We Raised $8M Series A to Continue Building Experiment Tracking and Model Registry That “Just Works”
"Neptune made sense to us due to its pay-per-use or usage-based pricing. Now when we are doing active experiments then we can scale up and when we’re busy integrating all our models for a few months that we scale down again."
Hypefactors is a technology company that works in the media intelligence and reputation tracking domain. They provide an ML-based Public Relations (PR) automation platform, including all the tools to power the PR workflow and visualize the results.
We spoke to the CTO of Hypefactors, Viet Yen Nguyen who leads the technical teams and is responsible for the technical side of the company. He explains this business as:
“Apple Inc. is worth approximately 2 trillion but if you go to their warehouses, stores, and sum up everything they own you don’t get to 2 trillion. You may get to maybe 60 billion worth of physical goods.
So where is the 1.94 trillion of value that is reflected in the price of the stock? It is the future prospects, the brand potential, the reputation, the intangible things.

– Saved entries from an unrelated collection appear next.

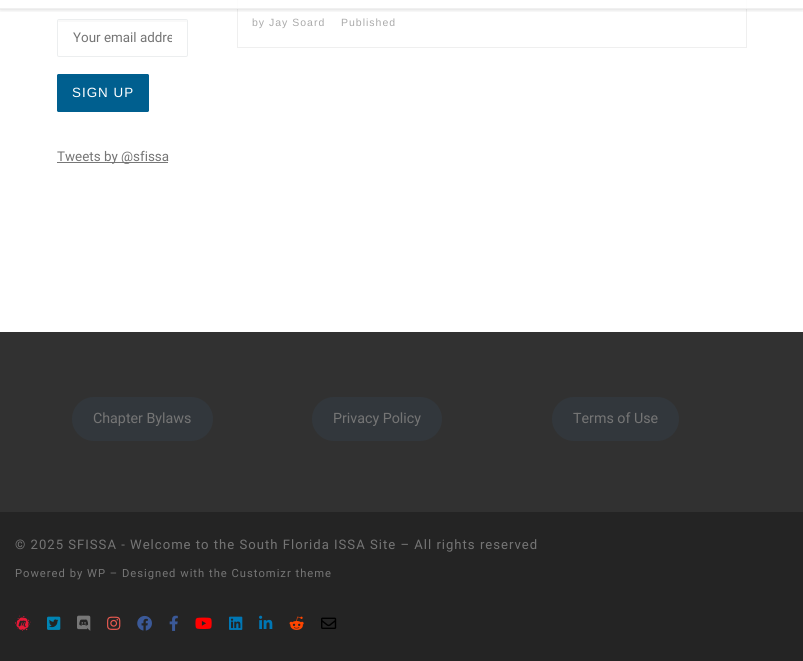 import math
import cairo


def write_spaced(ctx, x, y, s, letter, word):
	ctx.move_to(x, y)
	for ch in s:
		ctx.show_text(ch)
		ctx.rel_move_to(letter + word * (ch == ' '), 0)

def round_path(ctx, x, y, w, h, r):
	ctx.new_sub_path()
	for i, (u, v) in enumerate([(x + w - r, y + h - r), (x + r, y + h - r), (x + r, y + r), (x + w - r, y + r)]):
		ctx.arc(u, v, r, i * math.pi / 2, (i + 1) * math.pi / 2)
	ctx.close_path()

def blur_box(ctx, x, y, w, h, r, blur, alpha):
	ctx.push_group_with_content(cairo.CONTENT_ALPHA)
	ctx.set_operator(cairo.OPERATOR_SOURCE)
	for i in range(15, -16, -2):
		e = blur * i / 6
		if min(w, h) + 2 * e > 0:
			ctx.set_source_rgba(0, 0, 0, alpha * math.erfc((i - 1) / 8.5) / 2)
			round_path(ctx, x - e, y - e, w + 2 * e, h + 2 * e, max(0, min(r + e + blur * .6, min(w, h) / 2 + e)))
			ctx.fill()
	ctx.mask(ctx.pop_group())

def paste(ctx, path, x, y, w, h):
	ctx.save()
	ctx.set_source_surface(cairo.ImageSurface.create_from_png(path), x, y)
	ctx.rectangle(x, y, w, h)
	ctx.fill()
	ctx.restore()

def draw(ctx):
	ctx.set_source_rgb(1, 1, 1)
	ctx.paint()
	ctx.rectangle(237.5, -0.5, 509, 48)
	ctx.set_source_rgb(0.937, 0.937, 0.937)
	ctx.set_line_width(1)
	ctx.stroke()
	ctx.save()
	ctx.rectangle(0, 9, 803, 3)
	ctx.clip()
	ctx.set_source_rgb(0, 0, 0)
	blur_box(ctx, 0, -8, 803, 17, 0, 2.5, 0.2)
	ctx.restore()
	ctx.set_source_rgba(1, 1, 1, 0.9)
	ctx.rectangle(237, 0, 510, 8)
	ctx.fill()
	ctx.set_source_rgb(0.941, 0.941, 0.941)
	ctx.rectangle(0, 8, 803, 1)
	ctx.fill()
	ctx.select_font_face('Liberation Sans')
	ctx.set_font_size(10.5)
	ctx.set_source_rgb(0.667, 0.667, 0.667)
	write_spaced(ctx, 252, 26, 'by Jay Soard', 1, 0)
	write_spaced(ctx, 341, 26, 'Published', 1, 0)
	ctx.set_source_rgb(0.976, 0.976, 0.976)
	ctx.new_path()
	ctx.move_to(59, 22)
	ctx.line_to(186, 22)
	ctx.curve_to(187, 22, 187, 22, 187, 23)
	ctx.curve_to(187, 22, 187, 21, 186, 20)
	ctx.line_to(59, 20)
	ctx.curve_to(58, 20, 58, 22, 58, 23)
	ctx.curve_to(58, 22, 58, 22, 59, 22)
	ctx.close_path()
	ctx.fill()
	round_path(ctx, 57.5, 19.5, 130, 37, 1.5)
	ctx.set_source_rgb(0.925, 0.933, 0.937)
	ctx.stroke()
	ctx.save()
	ctx.rectangle(73, 30, 99, 15)
	ctx.clip()
	ctx.select_font_face('Roboto')
	ctx.set_font_size(13.4)
	ctx.set_source_rgb(0.459, 0.459, 0.459)
	ctx.move_to(73, 42)
	ctx.show_text('Your email addre')
	ctx.restore()
	ctx.set_source_rgb(0, 0.373, 0.561)
	round_path(ctx, 57, 74, 92, 38, 2)
	ctx.fill()
	ctx.set_source_rgb(0, 0.365, 0.549)
	ctx.rectangle(59, 76, 88, 2)
	ctx.fill()
	round_path(ctx, 58, 75, 90, 36, 1)
	ctx.set_source_rgb(0, 0.373, 0.561)
	ctx.set_line_width(2)
	ctx.stroke()
	ctx.set_font_size(13.4)
	ctx.set_source_rgb(1, 1, 1)
	write_spaced(ctx, 72, 97, 'SIGN UP', 1, 0)
	ctx.set_source_rgb(0.467, 0.467, 0.467)
	ctx.rectangle(57, 162, 111, 1)
	ctx.fill()
	ctx.select_font_face('Roboto')
	ctx.set_source_rgb(0.459, 0.459, 0.459)
	ctx.move_to(57, 161)
	ctx.show_text('Tweets by @sfissa')
	ctx.set_source_rgb(0.192, 0.192, 0.192)
	ctx.rectangle(0, 332, 803, 180)
	ctx.fill()
	ctx.set_source_rgb(0.196, 0.216, 0.235)
	round_path(ctx, 72, 397, 141, 44, 22)
	ctx.fill()
	ctx.set_font_size(14.25)
	ctx.set_source_rgb(0.459, 0.459, 0.459)
	ctx.move_to(93, 423)
	ctx.show_text('Chapter Bylaws')
	ctx.set_source_rgb(0.196, 0.216, 0.235)
	round_path(ctx, 312, 397, 130, 44, 22)
	ctx.fill()
	ctx.set_source_rgb(0.459, 0.459, 0.459)
	ctx.move_to(333, 423)
	ctx.show_text('Privacy Policy')
	ctx.set_source_rgb(0.196, 0.216, 0.235)
	round_path(ctx, 552, 397, 127, 44, 22)
	ctx.fill()
	ctx.set_source_rgb(0.459, 0.459, 0.459)
	ctx.move_to(573, 423)
	ctx.show_text('Terms of Use')
	ctx.set_source_rgb(0.141, 0.141, 0.141)
	ctx.rectangle(0, 512, 803, 149)
	ctx.fill()
	ctx.set_font_size(13.1)
	ctx.set_source_rgb(0.459, 0.459, 0.459)
	write_spaced(ctx, 15, 549, '© 2025 SFISSA - Welcome to the South Florida ISSA Site – All rights reserved', 1, 0)
	ctx.set_font_size(11.2)
	write_spaced(ctx, 15, 577, 'Powered by WP – Designed with the Customizr theme', 1, 0)
	paste(ctx, 'media/1.png', 15, 615, 16, 16)
	paste(ctx, 'media/2.png', 47, 616, 14, 14)
	paste(ctx, 'media/3.png', 77, 615, 14, 16)
	paste(ctx, 'media/4.png', 107, 616, 14, 14)
	paste(ctx, 'media/5.png', 137, 615, 15, 16)
	paste(ctx, 'media/6.png', 169, 615, 9, 16)
	paste(ctx, 'media/7.png', 195, 617, 17, 12)
	paste(ctx, 'media/8.png', 229, 616, 14, 14)
	paste(ctx, 'media/9.png', 259, 615, 14, 14)
	paste(ctx, 'media/10.png', 289, 616, 15, 14)
	paste(ctx, 'media/11.png', 321, 617, 16, 12)


surface = cairo.ImageSurface(cairo.FORMAT_RGB24, 803, 661)
ctx = cairo.Context(surface)
options = cairo.FontOptions()
options.set_hint_metrics(cairo.HINT_METRICS_OFF)
options.set_hint_style(cairo.HINT_STYLE_NONE)
ctx.set_font_options(options)
ctx.set_miter_limit(4)
draw(ctx)
surface.write_to_png('image.png')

We help teams actually measure and track that.”
What is the project about?
The data pipelines at Hypefactors monitor the whole media landscape ranging from their social media pipelines to print media, television, radio, etc, to analyze changes in their customers’ brand reputation. This feat is achieved in two phases:
- 1Getting the data from everywhere
- 2Enriching the data with ML-based features
“We have two elements that are one-on-one. We monitor the whole media landscape and harvest the data. So we have our own web crawler to our social media pipelines to print data pipelines and broadcast. On top of that, we ingest all that in our data pipelines. And then the second part happens: we do all the enrichment over that data, for example, the changes to reputation.”
In order to analyze every form of data ranging from image, text, and tabular, they work on a variety of ML problems:
- NLP classification
- computer vision (e.g. segmentation)
- regression for business metrics
As they train and improve many enrichment models using different ML techniques, this naturally involves running many experiments and articulating ways to store the metadata generated by those experiments.
To tackle these problems Viet’s team had a set structure in place:
With competent engineers in the data and AI teams, Viet’s team was able to achieve good results with all the components in the pipeline except for Experiment Tracking. Let’s peek into the problems they faced during the process and what measures they took to solve them.
Viet’s team at Hypefactors are very pragmatic in their approach, they address problems at hand and try to focus on those. In the enrichment phase, there were fewer experiments to run initially hence experiment tracking wasn’t seen as a problem and everyone on the team had their own setup which broadly can be classified into:
- Slack for collaboration: They were using slack messages to share information and collaborate on different experiments. This included sharing of artifacts and model metadata among team members.
- Personal notes/files: Engineers on Viet’s team devised their own personal strategies to store training metadata and model artifacts in their respective systems as text and configuration files. They used the same approach while comparing experiments and model configurations and sharing results.
“The two ways of how we manage is: Slack, where we share informally and people are keeping their own personal notes. So the problem with this arose when we ran many experiments. You cannot find things in all the slack messages. And even when you do you cannot be sure which model weights correspond to given notes.”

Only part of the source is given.